(Beginning of RECORDS SUPPLIED)

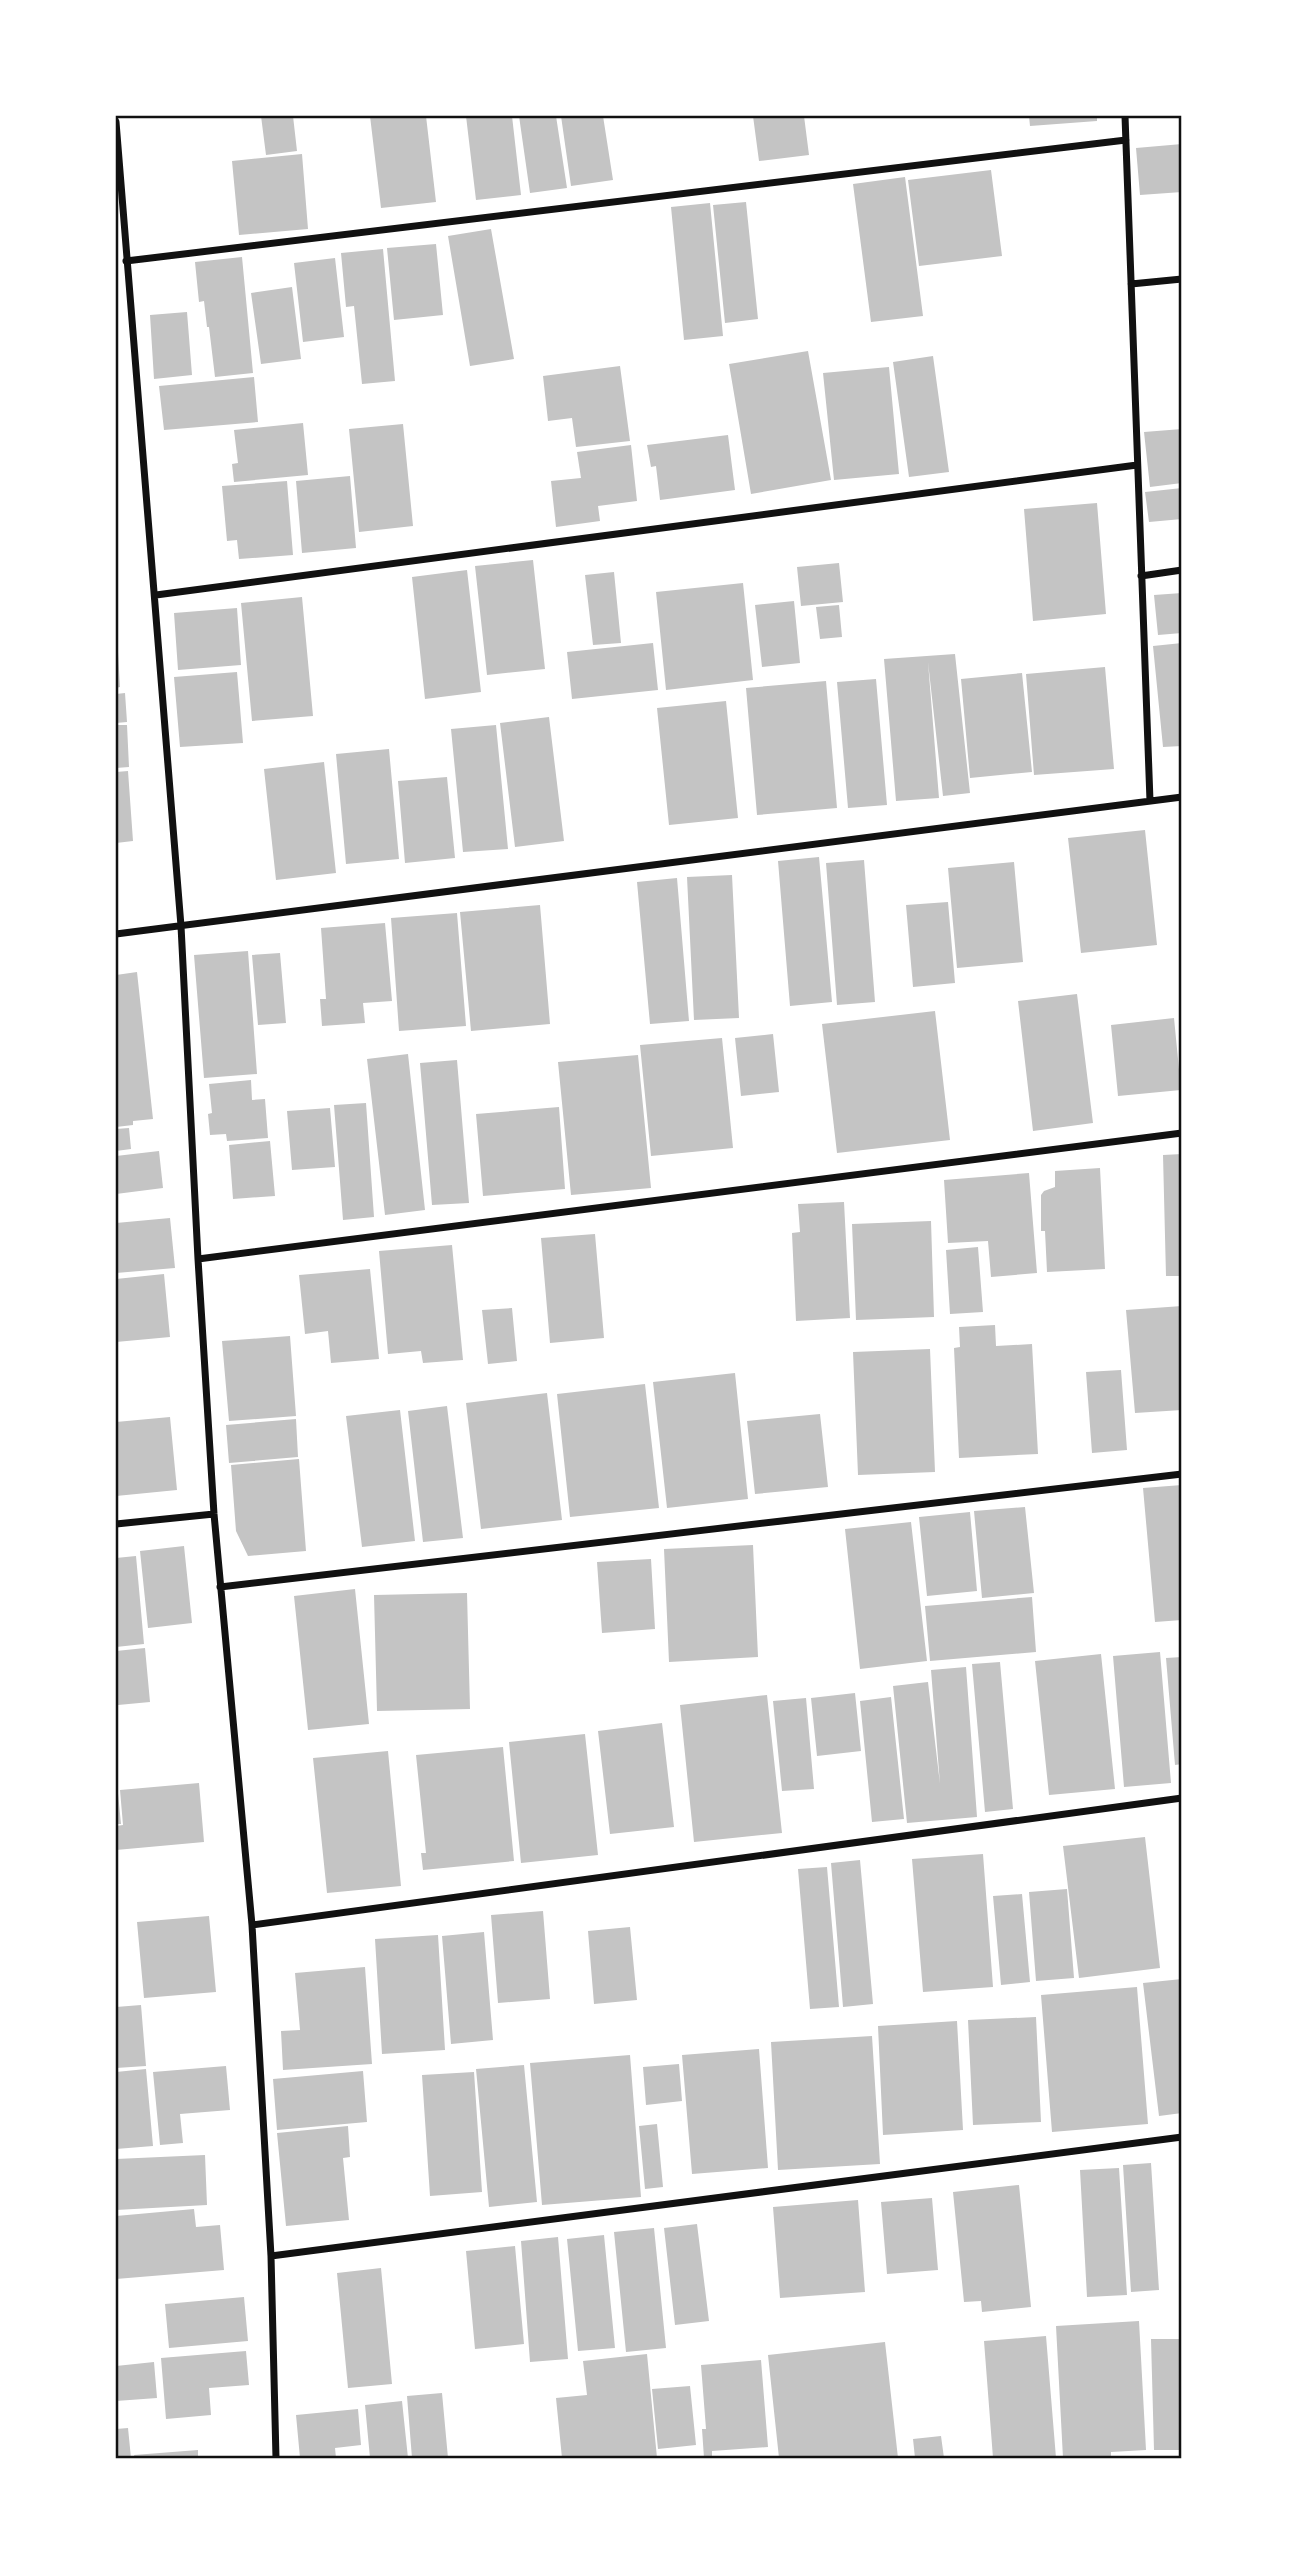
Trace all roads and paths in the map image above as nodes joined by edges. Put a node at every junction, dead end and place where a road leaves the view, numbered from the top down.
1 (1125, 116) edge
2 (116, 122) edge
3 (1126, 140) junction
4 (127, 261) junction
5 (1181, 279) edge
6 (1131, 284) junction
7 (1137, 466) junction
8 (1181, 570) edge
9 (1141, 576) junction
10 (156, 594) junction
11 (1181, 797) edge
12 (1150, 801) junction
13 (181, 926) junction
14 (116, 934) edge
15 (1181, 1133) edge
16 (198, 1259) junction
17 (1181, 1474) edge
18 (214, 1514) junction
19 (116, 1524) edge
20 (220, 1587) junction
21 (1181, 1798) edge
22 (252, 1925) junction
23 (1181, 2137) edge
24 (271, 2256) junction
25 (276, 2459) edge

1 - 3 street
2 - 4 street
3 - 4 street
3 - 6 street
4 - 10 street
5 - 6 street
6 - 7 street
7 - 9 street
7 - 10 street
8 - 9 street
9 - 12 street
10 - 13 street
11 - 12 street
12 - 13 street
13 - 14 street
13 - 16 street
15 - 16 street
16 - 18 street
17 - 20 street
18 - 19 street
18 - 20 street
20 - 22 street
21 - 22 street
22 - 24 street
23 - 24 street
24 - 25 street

(End of RECORDS SUPPLIED)
(Beginning of RECORDS SUPPLIED)

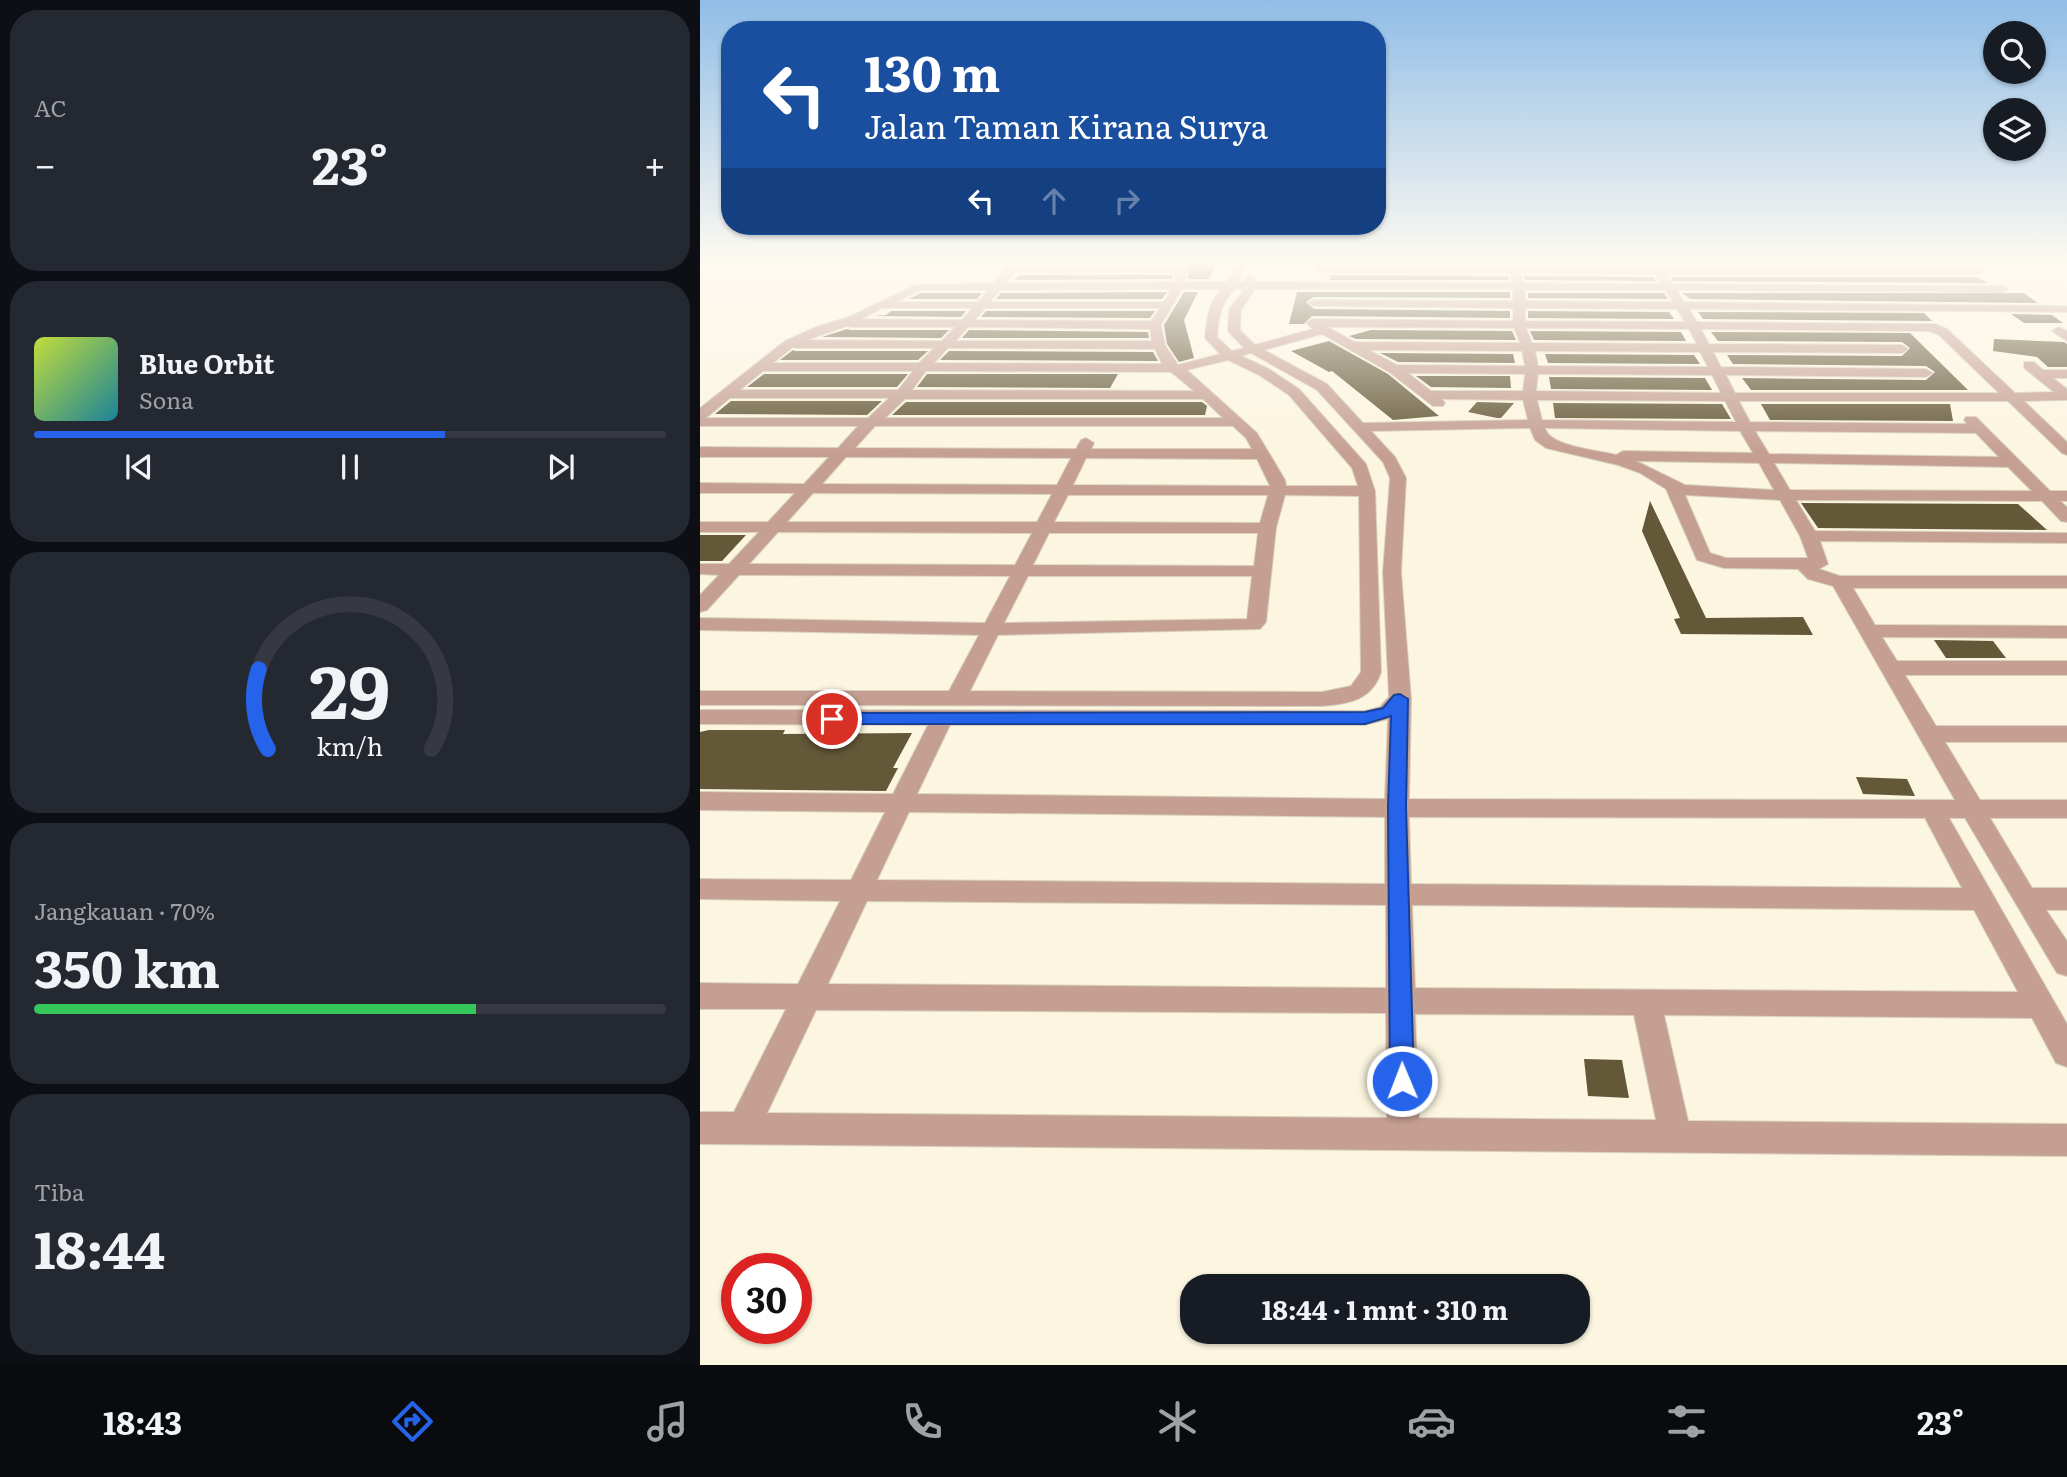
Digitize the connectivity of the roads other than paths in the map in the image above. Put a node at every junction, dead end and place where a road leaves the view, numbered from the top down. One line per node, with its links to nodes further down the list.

(End of RECORDS SUPPLIED)
(Beginning of RECORDS SUPPLIED)

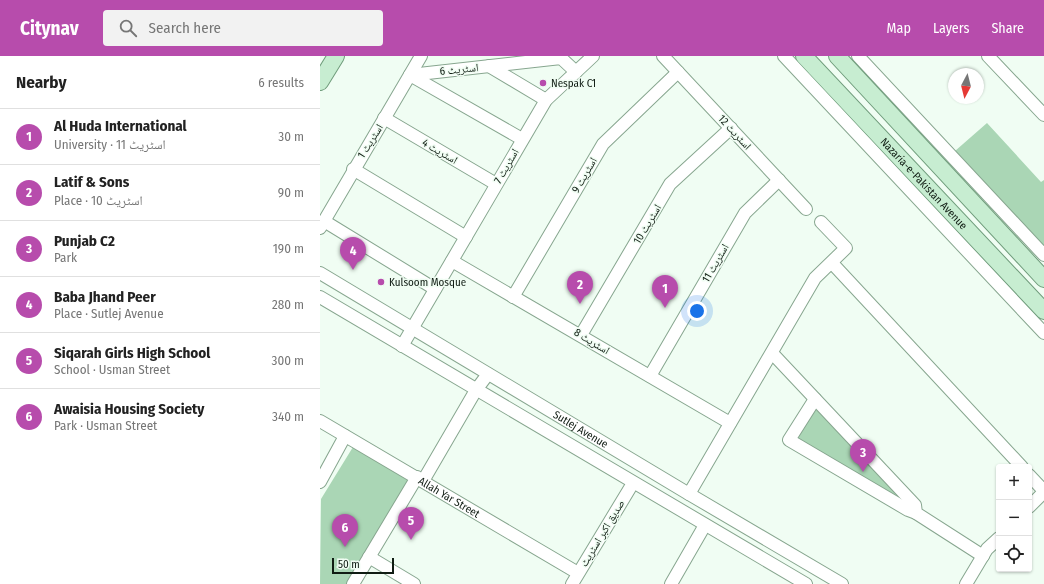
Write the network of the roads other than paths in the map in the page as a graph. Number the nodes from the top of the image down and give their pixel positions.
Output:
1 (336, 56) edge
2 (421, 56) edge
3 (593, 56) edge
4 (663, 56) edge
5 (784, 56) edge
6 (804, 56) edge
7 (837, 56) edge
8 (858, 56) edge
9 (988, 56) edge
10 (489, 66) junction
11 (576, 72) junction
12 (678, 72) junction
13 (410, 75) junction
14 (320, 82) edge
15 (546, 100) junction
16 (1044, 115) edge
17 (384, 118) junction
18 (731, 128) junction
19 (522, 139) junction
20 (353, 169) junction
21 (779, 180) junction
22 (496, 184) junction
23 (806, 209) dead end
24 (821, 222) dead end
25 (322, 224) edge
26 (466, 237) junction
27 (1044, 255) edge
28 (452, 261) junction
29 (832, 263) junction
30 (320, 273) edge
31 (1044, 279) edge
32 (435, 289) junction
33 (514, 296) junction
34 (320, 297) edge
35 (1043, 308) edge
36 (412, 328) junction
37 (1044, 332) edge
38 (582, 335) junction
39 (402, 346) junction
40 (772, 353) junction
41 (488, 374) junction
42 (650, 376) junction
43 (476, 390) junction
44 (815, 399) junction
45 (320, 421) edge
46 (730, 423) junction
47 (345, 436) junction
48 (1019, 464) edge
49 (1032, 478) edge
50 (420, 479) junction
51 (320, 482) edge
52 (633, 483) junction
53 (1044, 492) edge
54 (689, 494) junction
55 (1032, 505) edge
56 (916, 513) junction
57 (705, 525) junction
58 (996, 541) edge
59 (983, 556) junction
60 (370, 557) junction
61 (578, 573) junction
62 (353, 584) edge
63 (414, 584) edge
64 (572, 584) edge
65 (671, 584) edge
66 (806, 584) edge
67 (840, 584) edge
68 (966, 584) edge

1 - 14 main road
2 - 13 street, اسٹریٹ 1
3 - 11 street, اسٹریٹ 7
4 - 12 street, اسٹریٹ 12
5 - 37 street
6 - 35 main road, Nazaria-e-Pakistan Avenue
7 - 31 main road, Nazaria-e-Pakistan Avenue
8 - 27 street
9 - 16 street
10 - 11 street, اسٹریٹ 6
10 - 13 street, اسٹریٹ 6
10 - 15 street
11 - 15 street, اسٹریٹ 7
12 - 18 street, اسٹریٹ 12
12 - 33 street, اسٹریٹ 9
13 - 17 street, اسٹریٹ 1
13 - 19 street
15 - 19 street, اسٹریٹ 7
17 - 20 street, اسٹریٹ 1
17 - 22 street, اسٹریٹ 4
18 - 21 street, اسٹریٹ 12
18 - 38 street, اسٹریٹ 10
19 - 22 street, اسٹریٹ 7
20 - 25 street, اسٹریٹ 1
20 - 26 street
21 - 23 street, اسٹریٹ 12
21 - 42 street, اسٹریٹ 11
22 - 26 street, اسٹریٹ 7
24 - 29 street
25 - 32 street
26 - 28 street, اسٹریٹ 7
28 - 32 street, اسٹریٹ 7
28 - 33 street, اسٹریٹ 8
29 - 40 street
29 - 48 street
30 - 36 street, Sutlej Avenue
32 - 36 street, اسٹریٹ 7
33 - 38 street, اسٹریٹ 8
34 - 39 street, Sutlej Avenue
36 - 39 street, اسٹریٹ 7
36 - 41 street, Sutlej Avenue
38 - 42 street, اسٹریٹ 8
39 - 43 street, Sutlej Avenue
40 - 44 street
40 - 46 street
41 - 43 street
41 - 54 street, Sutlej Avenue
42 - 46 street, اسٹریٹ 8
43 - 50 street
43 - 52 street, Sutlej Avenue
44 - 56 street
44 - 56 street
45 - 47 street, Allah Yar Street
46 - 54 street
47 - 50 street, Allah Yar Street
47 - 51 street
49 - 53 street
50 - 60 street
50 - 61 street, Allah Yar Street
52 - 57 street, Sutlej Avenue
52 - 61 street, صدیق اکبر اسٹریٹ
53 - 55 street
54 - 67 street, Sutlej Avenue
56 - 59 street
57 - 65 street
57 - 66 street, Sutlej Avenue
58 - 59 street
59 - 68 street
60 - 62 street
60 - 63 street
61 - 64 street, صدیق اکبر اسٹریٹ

(End of RECORDS SUPPLIED)

→ EXERCISE REQUIREMENTS
Bring together every line in the entries that holds the string "than".

→ FINAL ANSWER
Digitize the connectivity of the roads other than paths in the map in the image above. Put a node at every junction, dead end and place where a road leaves the view, numbered from the top down. One line per node, with its links to nodes further down the list.
Write the network of the roads other than paths in the map in the page as a graph. Number the nodes from the top of the image down and give their pixel positions.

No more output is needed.